Heavily drawn on the author's own experiences as a linguist, the book relates the history of the community and the experiences of the narrator's own family in Deeda's stories narrated in earthy Bhojpuri, rich in idiom and imagery.

The indenture migration has largely been written about as the migration of Indian men to the new colonies. But Mohan states that the migration became a self-perpetuating community in the Caribbean islands only after the arrival of Indian women.

Under the indenture migration rules, about 30 percent of the recruits on every ship had to be female. Some women travelled with their husbands and children, but the narrator asserts that according to the records, most of the women were adults travelling alone.

This statement, which is contrary to popular opinion, was accepted at a University of the West Indies' seminar only because it is corroborated by interviews of old people conducted in Bhojpuri, a language forgotten by most of the audience.

It is the women who build a home, teach the language, and hand down values and traditions to create a new community in a new land.

Caribbean Bhojpuri is similar to Bhojpuri that was spoken in the Basti region about a century ago, which was the time of peak migration from that area.

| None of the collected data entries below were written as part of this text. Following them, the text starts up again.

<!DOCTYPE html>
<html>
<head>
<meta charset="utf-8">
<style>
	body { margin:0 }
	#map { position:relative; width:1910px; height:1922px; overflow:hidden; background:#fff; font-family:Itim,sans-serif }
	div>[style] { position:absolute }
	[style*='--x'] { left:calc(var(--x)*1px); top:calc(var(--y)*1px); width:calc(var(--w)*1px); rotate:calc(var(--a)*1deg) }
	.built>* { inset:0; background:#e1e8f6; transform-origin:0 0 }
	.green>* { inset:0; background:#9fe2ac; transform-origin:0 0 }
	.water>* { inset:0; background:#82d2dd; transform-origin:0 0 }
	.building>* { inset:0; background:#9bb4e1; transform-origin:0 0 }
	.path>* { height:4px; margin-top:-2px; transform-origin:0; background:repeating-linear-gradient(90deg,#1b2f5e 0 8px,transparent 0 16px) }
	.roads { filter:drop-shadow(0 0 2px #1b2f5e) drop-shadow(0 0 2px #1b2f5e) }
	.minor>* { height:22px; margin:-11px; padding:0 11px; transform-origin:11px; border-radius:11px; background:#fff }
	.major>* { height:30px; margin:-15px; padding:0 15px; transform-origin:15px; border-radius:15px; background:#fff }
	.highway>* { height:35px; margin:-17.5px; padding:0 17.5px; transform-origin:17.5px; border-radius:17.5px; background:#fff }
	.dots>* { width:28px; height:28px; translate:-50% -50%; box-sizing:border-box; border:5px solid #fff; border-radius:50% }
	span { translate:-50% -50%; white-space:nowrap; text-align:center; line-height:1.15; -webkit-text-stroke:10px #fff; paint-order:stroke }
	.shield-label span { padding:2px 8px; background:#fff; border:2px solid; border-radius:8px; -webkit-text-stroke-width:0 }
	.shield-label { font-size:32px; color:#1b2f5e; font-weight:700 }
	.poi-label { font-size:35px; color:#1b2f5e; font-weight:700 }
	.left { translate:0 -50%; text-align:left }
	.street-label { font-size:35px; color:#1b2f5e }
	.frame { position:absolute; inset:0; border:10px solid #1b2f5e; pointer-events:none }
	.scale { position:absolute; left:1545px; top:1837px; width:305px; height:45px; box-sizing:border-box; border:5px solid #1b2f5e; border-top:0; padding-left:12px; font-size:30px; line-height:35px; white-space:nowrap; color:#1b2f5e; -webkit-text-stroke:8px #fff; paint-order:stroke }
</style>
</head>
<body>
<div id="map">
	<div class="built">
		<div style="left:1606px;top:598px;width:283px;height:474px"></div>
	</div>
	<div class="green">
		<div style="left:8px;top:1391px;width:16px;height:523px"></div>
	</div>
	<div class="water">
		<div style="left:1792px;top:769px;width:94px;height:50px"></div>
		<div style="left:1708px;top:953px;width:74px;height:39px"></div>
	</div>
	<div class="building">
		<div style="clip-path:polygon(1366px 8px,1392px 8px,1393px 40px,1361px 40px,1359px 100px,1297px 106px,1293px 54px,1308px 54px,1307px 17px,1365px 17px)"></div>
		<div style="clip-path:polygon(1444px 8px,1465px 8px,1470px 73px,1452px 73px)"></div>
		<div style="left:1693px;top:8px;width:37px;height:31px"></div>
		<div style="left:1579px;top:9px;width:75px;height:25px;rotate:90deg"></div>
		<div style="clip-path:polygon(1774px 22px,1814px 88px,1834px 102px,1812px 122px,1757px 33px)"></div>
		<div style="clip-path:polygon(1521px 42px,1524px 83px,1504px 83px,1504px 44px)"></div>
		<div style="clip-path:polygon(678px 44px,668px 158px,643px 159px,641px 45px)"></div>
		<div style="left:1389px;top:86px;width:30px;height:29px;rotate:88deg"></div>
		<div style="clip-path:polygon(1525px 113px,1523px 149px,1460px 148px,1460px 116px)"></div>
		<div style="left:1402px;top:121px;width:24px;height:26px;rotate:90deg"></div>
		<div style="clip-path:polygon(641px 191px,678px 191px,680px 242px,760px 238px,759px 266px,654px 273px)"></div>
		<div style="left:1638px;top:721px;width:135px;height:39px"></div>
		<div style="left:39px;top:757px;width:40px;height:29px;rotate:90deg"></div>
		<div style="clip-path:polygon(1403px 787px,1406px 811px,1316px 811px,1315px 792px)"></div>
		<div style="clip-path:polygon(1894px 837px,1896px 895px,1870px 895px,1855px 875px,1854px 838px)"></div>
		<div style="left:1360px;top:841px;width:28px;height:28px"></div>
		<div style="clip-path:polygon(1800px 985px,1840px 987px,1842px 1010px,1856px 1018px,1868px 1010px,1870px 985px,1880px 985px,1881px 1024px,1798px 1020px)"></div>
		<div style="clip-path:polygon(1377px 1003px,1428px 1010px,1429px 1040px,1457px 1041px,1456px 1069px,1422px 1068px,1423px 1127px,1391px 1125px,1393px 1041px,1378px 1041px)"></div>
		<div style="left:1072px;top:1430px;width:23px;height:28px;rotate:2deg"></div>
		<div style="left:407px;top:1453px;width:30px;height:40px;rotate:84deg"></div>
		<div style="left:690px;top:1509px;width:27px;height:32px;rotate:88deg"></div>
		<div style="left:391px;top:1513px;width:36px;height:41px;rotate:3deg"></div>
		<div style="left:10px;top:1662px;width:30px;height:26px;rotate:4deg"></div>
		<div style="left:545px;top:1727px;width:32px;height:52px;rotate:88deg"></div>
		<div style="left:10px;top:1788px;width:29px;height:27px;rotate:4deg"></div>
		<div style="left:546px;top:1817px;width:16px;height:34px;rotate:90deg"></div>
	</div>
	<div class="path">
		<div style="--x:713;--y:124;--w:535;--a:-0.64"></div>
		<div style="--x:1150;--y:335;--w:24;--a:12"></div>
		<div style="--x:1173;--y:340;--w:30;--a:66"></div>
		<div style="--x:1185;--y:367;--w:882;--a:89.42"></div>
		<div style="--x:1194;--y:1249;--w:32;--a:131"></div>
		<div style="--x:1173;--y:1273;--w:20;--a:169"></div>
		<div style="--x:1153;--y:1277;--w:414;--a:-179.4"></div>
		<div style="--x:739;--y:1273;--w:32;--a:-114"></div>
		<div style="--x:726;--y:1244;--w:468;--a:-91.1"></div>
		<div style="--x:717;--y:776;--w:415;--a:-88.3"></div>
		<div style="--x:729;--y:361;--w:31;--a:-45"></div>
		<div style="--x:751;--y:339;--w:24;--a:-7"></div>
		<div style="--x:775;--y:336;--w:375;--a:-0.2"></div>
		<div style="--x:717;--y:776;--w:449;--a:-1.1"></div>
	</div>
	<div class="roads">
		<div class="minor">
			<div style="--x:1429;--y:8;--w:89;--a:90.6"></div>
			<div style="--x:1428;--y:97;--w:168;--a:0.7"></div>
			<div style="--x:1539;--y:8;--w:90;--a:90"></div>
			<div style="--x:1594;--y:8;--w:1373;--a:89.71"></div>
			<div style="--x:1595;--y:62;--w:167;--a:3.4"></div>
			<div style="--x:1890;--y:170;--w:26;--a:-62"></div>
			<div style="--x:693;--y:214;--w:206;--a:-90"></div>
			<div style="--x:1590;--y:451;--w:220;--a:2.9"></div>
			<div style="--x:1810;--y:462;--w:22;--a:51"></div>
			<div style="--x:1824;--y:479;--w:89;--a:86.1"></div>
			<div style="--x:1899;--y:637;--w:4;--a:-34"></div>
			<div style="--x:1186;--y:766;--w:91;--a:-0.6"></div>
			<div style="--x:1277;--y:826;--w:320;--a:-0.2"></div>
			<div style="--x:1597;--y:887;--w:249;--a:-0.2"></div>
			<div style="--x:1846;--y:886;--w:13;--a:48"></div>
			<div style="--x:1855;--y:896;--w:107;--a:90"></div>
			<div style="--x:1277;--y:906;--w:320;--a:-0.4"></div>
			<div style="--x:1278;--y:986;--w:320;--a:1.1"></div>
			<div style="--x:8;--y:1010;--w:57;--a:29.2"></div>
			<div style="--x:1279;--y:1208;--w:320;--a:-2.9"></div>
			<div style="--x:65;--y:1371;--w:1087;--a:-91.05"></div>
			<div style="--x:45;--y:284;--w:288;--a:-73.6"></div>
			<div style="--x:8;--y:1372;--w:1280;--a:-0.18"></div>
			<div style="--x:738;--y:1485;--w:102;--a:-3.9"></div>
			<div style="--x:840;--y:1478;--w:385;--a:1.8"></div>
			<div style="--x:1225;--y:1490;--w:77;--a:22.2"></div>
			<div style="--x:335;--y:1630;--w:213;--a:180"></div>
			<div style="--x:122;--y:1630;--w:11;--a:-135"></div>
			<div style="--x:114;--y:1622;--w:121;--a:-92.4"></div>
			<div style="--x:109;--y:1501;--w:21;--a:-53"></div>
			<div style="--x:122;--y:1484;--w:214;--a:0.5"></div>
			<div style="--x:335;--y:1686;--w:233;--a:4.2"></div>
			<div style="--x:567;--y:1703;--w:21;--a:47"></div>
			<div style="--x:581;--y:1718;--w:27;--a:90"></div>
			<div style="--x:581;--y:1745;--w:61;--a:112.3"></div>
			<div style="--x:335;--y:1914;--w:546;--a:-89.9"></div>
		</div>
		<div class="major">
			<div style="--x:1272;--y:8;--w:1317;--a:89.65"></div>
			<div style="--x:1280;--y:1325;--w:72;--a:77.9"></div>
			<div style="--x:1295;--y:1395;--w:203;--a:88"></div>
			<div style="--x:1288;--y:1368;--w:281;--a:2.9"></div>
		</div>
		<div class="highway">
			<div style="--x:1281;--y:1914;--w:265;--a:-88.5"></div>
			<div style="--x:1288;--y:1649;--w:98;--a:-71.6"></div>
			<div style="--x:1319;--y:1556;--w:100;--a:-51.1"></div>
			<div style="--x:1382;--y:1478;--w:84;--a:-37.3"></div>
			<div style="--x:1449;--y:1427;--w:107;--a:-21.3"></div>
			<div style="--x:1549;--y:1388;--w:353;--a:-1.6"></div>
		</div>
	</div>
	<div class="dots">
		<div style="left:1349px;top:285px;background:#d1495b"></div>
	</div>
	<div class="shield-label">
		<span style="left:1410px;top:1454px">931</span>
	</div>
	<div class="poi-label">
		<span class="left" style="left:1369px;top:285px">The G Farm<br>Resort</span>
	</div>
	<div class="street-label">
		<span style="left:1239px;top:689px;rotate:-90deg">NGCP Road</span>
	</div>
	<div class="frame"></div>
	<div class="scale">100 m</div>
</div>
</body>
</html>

According to Mohan, that was also the time of a surge in the number of women migrating - with a resultant increase in the number of children on the estates.

The small children were left in the care of an older woman called a "khelauni" while the mothers went to work on the estates. This was the period when the children were learning their first language and slowly Bhojpuri emerged as the common language among the Indians.

But a century later, Bhojpuri in Trinidad faced language death, a situation where only the older people speak it. The language was not passing on to the younger generation since their parents did not speak the language.

As the Indians left the fields on the estates to move into other jobs and later into white-collar occupations, they turned to Creole and then to English as their main language while some people stuck to a more formal Hindi.

The narrator's own family emphasis was on moving up in society - from estate worker to artisan (goldsmith) to office worker to highly educated linguist.

As Deeda said: "Things are plenty better now."

Jahajin paints an evocative picture of an Indian community moving out from the estates to a comfortable urban life.

Deeda's story is a string of memories - of the drought that makes her leave home, and the meeting with the arkatiya (recruiter) woman.

She recalls her first journey on a train, sitting on the upper berth, the amazing new sights at the harbour, and boarding the ship with trepidation.




Sailing the vast ocean meant long weeks of enforced idleness and violent storms - the time was spent making friends with other migrants, building bonds to replace the old family ties and forge new relations as 'jahajibhai' (ship brothers) to last a life time in the new land.

The narrator discovers that Deeda had travelled with Sunnariya, her great grandmother on the ship, Godavari; Deeda and Sunnariya were 'jahajin' and their stories are closely entwined.

Deeda inspires the young linguist to retrace the steps of her own ancestor across the seas and to go back to ancestral land.

Running through the story is a magical folk tale related by Deeda, of Saranga and her lover, Sada Birij, a tale of loss and yearning, that weaves through the main story's narrative of relocation and identity and hope.

The narrator travels to India, but it is a modern India of the 1970s that is so different to the imagined homeland. There is, however a sense of reconnection in Patna when she meets a man who recognises her Bhojpuri as the language spoken by a very old woman in his village.

The book is an enthralling work in which all the strands of the narrative come together when an elderly man sings Saranga's song at the young linguist's ancestral village in Faizabad.